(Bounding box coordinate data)
-*-*-
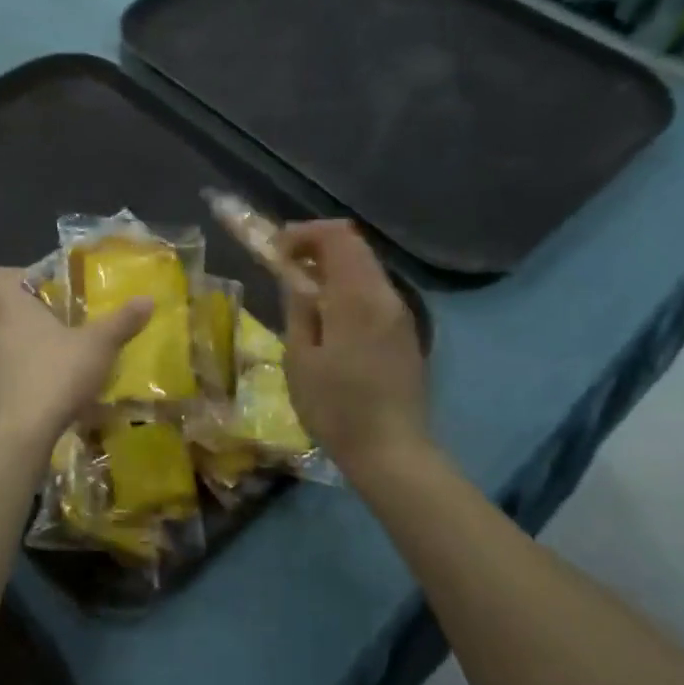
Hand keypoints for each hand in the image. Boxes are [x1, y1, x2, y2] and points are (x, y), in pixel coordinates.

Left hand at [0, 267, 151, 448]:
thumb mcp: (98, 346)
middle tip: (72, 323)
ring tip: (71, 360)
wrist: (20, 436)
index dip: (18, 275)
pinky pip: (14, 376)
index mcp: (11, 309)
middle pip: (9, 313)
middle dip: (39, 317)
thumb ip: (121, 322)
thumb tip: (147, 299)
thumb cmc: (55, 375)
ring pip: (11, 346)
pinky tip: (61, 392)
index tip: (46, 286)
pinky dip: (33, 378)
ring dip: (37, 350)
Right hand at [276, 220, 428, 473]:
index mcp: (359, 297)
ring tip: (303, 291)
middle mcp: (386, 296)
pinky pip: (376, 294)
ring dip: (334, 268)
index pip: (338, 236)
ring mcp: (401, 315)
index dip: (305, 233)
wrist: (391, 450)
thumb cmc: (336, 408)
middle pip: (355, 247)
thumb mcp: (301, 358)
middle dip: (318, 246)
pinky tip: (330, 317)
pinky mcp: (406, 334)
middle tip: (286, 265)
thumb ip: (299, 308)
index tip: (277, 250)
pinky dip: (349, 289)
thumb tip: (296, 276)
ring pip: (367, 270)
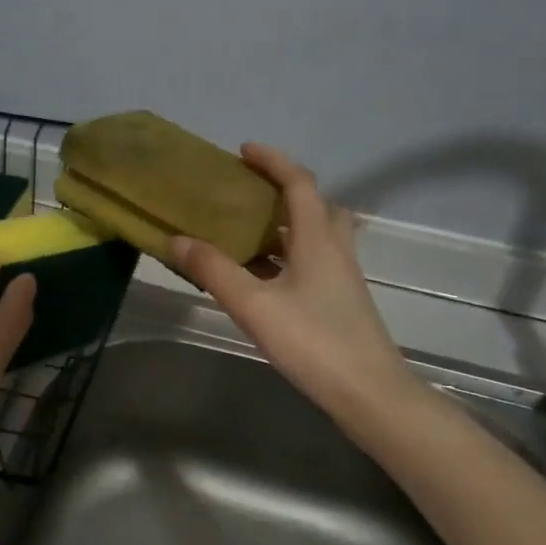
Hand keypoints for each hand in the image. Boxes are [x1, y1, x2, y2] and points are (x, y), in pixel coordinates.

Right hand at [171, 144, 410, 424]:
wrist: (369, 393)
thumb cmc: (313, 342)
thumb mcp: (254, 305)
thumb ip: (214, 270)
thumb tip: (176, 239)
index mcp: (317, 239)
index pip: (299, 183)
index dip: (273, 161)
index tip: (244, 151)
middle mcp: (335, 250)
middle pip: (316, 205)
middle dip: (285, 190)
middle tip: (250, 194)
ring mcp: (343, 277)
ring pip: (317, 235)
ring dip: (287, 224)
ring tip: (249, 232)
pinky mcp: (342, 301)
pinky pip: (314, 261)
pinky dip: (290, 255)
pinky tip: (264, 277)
-*-*-
- TASK ITEM
Using the records above, select and copy every line that has the word "middle".

- FINISHED TASK
middle tip: (72, 323)
middle pip: (9, 313)
middle dip: (39, 317)
middle mcp: (386, 296)
middle pip: (355, 247)
middle dip: (318, 246)
middle tip: (286, 265)
middle mcp: (335, 250)
middle pip: (316, 205)
middle dip: (285, 190)
middle tip: (250, 194)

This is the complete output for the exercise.